I dont know what it was about that single statement but I couldnt hold it in. Im ashamed to say I broke down. The duffle bag in my hand dropped to the floor and I sunk to my knees in the middle of the doorway. I pushed my hands into my eyes as I felt the undescribable pain rise up in my chest and I couldnt hold back the tears that forced their way out.
"Shes gone... shes gone... shes gone..." Was all I could get out, my voice was hoarse and strained with emotion.
"Dimka?... whos gone?... Dimka?" Tasha asked worriedly, kneeling down beside me and putting her hands on my shoulders. I leaned into her, needing the reasurring touch of someone, anyone.
I was overcome completely. I couldnt process the fact that Roza was really gone, that she was no longer...alive.
I stayed on my knees on the floor for who knows how long, it could have been minutes or hours. Tasha moved off after a while and I Could hear her talking quietly on the phone.
"Christian? Its me, listen Dimka just came home.. hes a mess... what the hell happened?" She whispered into the phone. There was silence as I presumed Christian explained it to her.
"Oh no...oh God no... are you sure? Shes definitely..." Shes sighed as she listened again.
"Alright... well...let me know if anything happens... keep in touch Christian. 'kay bye."
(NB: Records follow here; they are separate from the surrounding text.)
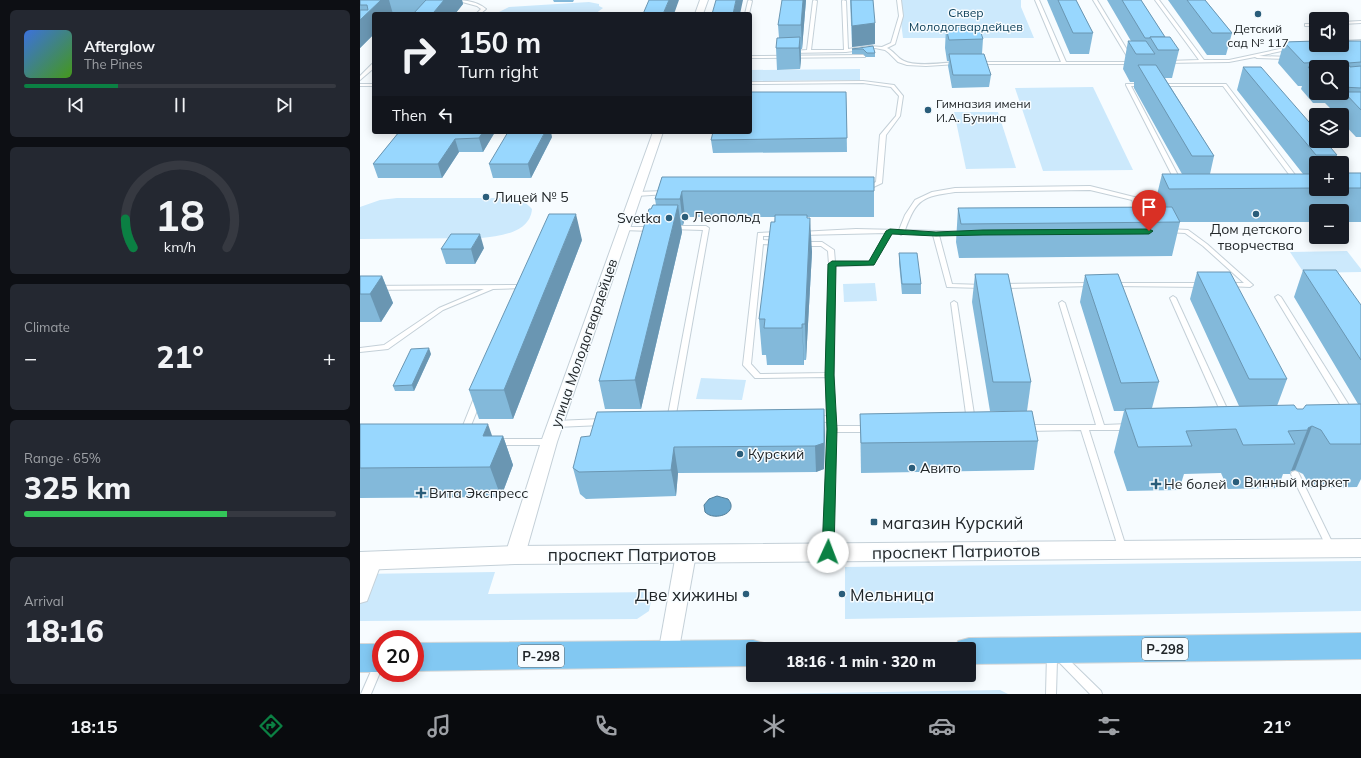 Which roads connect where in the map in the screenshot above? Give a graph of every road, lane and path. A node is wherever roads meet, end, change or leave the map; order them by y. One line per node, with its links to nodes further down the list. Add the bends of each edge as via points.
1 (457, 0): 10 (lane, via 478,5 484,9)
2 (704, 0): 11 (street)
3 (899, 0): 19 (lane, via 901,16 893,44)
4 (1037, 0): 30 (lane)
5 (1095, 0): 31 (lane)
6 (1156, 0): 28 (lane)
7 (750, 1): 12 (lane)
8 (815, 1): 22 (lane)
9 (844, 1): 20 (lane)
10 (480, 12)
11 (700, 12)
12 (747, 12)
13 (1361, 22): 14 (lane)
14 (1349, 23)
15 (1361, 41): 16 (lane)
16 (1350, 42): 18 (lane)
17 (1295, 47): 25 (lane)
18 (1361, 48)
19 (881, 49): 20 (lane); 33 (lane, via 887,49 900,62 908,64)
20 (846, 51): 22 (lane)
21 (752, 52): 22 (lane)
22 (809, 52)
23 (863, 56): 24 (lane)
24 (752, 57)
25 (1248, 57): 26 (lane); 28 (lane)
26 (1293, 58)
27 (1164, 62): 28 (lane)
28 (1203, 62)
29 (972, 63): 30 (lane)
30 (1064, 63): 31 (lane)
31 (1133, 63): 32 (lane)
32 (1141, 63)
33 (964, 64)
34 (372, 67): 35 (lane)
35 (360, 79)
36 (752, 83): 47 (lane, via 863,82 892,86 902,96 898,116 883,135 879,183)
37 (360, 85): 38 (lane)
38 (372, 85)
39 (1349, 113): 40 (lane)
40 (1361, 113)
41 (657, 134): 49 (street, улица Молодогвардейцев)
42 (1324, 148): 43 (lane)
43 (1331, 156)
44 (1349, 179): 50 (lane)
45 (1181, 186): 46 (lane, via 1128,85 1224,85)
46 (1301, 187)
47 (863, 189)
48 (675, 193): 49 (lane)
49 (636, 194): 54 (street, улица Молодогвардейцев)
50 (1361, 194)
51 (1134, 199): 52 (lane); 53 (lane); 60 (lane, via 1090,188 955,190 932,194 917,201)
52 (1169, 199)
53 (1146, 225)
54 (624, 229): 85 (lane, via 706,228); 88 (street, улица Молодогвардейцев)
55 (890, 231): 59 (lane); 60 (lane); 65 (lane, via 871,264)
56 (1164, 231): 67 (lane, via 1186,231 1206,245 1250,285)
57 (975, 232): 61 (lane)
58 (783, 233): 62 (lane, via 760,234)
59 (799, 233)
60 (901, 233): 61 (lane)
61 (936, 234): 68 (lane, via 949,286)
62 (760, 242): 63 (lane); 80 (lane, via 747,365 758,376)
63 (783, 243)
64 (799, 244): 65 (lane, via 822,244 831,250)
65 (832, 264): 80 (lane)
66 (1210, 285): 71 (lane)
67 (1218, 285)
68 (989, 286)
69 (997, 286): 70 (lane)
70 (1100, 286)
71 (1108, 286)
72 (495, 287): 73 (lane); 74 (lane, via 526,284); 79 (lane, via 440,309 386,348)
73 (360, 288)
74 (521, 295)
75 (1278, 297): 82 (lane)
76 (1173, 298): 84 (lane)
77 (954, 302): 92 (lane, via 972,428)
78 (1062, 303): 90 (lane)
79 (360, 350)
80 (830, 375): 83 (lane)
81 (482, 390): 96 (lane)
82 (1353, 418)
83 (831, 419): 86 (lane); 94 (lane)
84 (1228, 419)
85 (671, 420)
86 (808, 420)
87 (610, 422): 88 (lane)
88 (556, 424): 98 (street, улица Молодогвардейцев)
89 (1084, 427): 90 (lane); 93 (lane); 102 (lane)
90 (1101, 427): 91 (lane)
91 (1139, 427)
92 (965, 428)
93 (1020, 428)
94 (832, 429): 95 (lane); 103 (lane)
95 (879, 429)
96 (460, 442)
97 (490, 442): 98 (lane)
98 (550, 442): 105 (street, улица Молодогвардейцев)
99 (1295, 474): 100 (lane)
100 (1331, 548): 101 (street, проспект Патриотов); 102 (street, проспект Патриотов)
101 (1361, 548)
102 (1123, 550): 103 (street, проспект Патриотов)
103 (828, 552): 104 (street, проспект Патриотов)
104 (686, 554): 105 (street, проспект Патриотов); 112 (street)
105 (516, 555): 106 (street, проспект Патриотов)
106 (366, 561): 107 (street)
107 (360, 595)
108 (1361, 646): 109 (highway, Р-298)
109 (1052, 650): 110 (highway, Р-298); 118 (lane); 119 (lane)
110 (976, 651)
111 (746, 653): 112 (highway, Р-298)
112 (668, 654): 113 (highway, Р-298)
113 (424, 657)
114 (360, 658): 115 (highway)
115 (372, 658)
116 (372, 680): 117 (lane)
117 (366, 694)
118 (1051, 694)
119 (1097, 694)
For some reason I suddenly couldnt stand it that she knew, I lifted myself abruptly off the ground, grabbed my bag and stalked into my room, shutting and locking the door as I did.
I stopped in the middle of my room, looking at the bed, the dressing table, the closet. It all infuriated me. The plainness of it all, the lack of... anything to do with her. I flew into a rage, swiping everything off the top of the dresser and flinging it crashing into the wall, ripping the clothes off the hangers in the open closet. I was in a blind rage as I punched the wall over and over again. My knuckles getting raw and bloody but I didnt care, I couldnt feel that pain through the pain in my chest.
The only thoughts in my mind were "Shes gone, you've lost her forever, shes gone."
I stalked over to the small set of drawers beside the bed, ripping open the top draw I felt underneath the clothes and pulled out the small gold frame.
Grasping onto it with both hands as though it was a life line I stared at the picture. It was the only one I had. It was the thing I treasure most since I left there 2 years ago.
She looked radiant Amazing. Perfect.
The anger drained out of me, leaving me empty and exhausted as I stared at her face.
Her shining, deep brown eyes seemed to stare back into me, glistening with a joy that ripped at my heart. Her olive skin was alight in the sunlight that I knew she loved, its warm rays making her glow and causing a lighter brown halo to ring her naturally dark brown, almost black, silky locks.
I couldnt stand. My knees buckled and I landed on the bed.
Curling my feet up slightly I was overcome with pain, in the solitude of my dark bedroom I clutched her photo to my chest and cried again.